*Data for analysis*.
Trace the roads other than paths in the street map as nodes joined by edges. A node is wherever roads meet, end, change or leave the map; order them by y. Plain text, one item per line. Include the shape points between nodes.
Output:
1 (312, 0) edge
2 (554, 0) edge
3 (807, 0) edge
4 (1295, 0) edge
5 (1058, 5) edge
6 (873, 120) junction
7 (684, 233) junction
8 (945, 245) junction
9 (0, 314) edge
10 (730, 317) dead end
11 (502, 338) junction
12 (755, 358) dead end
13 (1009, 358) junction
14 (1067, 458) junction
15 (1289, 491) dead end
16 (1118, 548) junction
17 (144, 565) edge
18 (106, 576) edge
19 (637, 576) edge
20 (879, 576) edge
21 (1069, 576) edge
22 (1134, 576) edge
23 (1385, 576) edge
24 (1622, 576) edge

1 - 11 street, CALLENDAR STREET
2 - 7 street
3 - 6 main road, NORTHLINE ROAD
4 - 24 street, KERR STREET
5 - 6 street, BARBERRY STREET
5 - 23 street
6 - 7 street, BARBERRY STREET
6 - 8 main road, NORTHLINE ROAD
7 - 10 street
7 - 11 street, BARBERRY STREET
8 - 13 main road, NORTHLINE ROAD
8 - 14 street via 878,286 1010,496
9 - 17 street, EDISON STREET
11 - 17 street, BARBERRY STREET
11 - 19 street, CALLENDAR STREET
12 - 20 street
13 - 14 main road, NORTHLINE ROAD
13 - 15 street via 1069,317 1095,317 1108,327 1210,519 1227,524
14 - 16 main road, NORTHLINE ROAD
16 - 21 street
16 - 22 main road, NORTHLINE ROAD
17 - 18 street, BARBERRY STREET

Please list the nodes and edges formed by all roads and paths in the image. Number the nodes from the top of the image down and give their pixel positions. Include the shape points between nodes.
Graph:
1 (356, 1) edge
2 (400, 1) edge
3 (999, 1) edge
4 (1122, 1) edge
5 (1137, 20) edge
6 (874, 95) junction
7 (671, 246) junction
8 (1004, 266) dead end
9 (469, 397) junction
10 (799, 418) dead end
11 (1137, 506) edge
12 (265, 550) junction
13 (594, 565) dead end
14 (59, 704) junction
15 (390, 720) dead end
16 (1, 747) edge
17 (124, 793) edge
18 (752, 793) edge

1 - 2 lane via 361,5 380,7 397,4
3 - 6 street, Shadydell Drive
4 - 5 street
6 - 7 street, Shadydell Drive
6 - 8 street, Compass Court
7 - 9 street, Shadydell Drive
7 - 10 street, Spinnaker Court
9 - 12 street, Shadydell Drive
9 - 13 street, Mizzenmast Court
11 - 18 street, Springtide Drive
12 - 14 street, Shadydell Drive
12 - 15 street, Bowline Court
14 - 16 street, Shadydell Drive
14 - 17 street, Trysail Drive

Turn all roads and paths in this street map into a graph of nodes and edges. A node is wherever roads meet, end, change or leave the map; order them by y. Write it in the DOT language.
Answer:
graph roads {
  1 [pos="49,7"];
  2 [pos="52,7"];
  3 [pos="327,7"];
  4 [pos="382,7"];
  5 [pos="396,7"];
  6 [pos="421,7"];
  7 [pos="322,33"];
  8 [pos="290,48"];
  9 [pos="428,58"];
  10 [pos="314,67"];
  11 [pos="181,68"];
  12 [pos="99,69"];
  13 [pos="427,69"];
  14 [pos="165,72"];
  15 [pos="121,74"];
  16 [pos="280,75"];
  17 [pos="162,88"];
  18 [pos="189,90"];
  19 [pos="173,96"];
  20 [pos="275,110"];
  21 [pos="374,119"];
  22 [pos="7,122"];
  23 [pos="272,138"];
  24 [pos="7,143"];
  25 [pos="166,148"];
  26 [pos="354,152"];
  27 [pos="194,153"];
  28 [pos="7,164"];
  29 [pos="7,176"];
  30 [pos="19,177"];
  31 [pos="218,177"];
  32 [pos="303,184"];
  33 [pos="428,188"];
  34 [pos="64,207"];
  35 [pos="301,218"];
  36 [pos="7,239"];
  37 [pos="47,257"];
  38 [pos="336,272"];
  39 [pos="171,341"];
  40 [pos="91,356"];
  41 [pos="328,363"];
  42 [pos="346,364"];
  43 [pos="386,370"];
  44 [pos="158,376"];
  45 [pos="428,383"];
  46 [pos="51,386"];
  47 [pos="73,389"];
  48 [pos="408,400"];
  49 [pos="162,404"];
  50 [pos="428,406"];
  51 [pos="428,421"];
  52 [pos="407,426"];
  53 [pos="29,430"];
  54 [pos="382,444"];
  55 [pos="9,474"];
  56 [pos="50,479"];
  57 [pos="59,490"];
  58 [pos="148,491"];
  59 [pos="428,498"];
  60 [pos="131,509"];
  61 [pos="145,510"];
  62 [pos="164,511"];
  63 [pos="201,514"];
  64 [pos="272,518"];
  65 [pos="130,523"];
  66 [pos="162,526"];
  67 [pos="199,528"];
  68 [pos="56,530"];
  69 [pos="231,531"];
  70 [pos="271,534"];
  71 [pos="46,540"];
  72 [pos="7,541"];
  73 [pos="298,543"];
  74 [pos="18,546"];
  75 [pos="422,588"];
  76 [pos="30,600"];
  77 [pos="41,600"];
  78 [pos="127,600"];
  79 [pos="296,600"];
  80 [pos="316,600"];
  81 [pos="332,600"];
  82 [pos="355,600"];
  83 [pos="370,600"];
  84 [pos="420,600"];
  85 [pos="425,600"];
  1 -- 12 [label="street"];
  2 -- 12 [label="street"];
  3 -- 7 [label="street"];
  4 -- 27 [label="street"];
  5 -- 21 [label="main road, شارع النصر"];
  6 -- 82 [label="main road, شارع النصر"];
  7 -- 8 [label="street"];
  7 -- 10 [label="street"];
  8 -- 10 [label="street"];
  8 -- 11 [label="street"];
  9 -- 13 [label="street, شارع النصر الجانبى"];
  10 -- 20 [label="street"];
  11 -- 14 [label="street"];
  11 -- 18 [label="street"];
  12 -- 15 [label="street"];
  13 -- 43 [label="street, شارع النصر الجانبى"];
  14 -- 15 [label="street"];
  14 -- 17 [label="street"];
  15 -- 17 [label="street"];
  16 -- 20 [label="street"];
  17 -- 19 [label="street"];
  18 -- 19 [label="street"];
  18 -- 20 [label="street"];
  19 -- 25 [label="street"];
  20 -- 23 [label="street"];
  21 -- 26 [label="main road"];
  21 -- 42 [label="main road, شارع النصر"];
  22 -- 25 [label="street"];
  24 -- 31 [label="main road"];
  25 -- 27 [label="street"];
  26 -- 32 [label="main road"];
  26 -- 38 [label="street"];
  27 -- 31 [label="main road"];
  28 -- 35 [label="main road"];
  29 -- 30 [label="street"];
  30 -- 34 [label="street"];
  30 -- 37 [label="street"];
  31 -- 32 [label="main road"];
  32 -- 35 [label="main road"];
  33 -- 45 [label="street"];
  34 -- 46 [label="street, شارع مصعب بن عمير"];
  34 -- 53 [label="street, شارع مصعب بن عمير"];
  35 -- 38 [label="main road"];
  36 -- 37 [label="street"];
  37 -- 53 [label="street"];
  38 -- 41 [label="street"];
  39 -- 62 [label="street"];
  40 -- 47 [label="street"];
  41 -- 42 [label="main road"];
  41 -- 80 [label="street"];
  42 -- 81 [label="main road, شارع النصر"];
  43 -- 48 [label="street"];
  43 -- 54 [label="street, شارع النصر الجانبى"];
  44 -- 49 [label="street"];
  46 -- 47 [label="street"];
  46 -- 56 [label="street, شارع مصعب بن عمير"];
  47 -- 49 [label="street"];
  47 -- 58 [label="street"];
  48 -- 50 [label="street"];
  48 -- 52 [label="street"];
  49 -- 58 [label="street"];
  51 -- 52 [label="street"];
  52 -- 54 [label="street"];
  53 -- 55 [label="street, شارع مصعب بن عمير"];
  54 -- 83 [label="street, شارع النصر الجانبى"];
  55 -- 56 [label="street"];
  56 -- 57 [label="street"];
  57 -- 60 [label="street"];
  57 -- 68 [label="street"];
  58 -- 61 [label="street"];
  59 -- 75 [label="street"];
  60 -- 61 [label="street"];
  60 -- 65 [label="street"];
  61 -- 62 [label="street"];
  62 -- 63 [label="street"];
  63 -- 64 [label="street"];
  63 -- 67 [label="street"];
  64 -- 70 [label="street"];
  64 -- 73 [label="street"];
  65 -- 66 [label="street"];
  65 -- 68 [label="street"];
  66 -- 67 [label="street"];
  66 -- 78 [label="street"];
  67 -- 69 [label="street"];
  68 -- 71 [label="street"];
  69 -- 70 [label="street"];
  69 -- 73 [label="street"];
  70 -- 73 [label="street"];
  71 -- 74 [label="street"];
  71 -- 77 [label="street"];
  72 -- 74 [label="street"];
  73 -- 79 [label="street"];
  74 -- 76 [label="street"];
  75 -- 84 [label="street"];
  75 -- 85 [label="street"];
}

*Task goal*. Scan the data for lines containing "junction" and copy all of them.

*Answer*.
6 (873, 120) junction
7 (684, 233) junction
8 (945, 245) junction
11 (502, 338) junction
13 (1009, 358) junction
14 (1067, 458) junction
16 (1118, 548) junction
6 (874, 95) junction
7 (671, 246) junction
9 (469, 397) junction
12 (265, 550) junction
14 (59, 704) junction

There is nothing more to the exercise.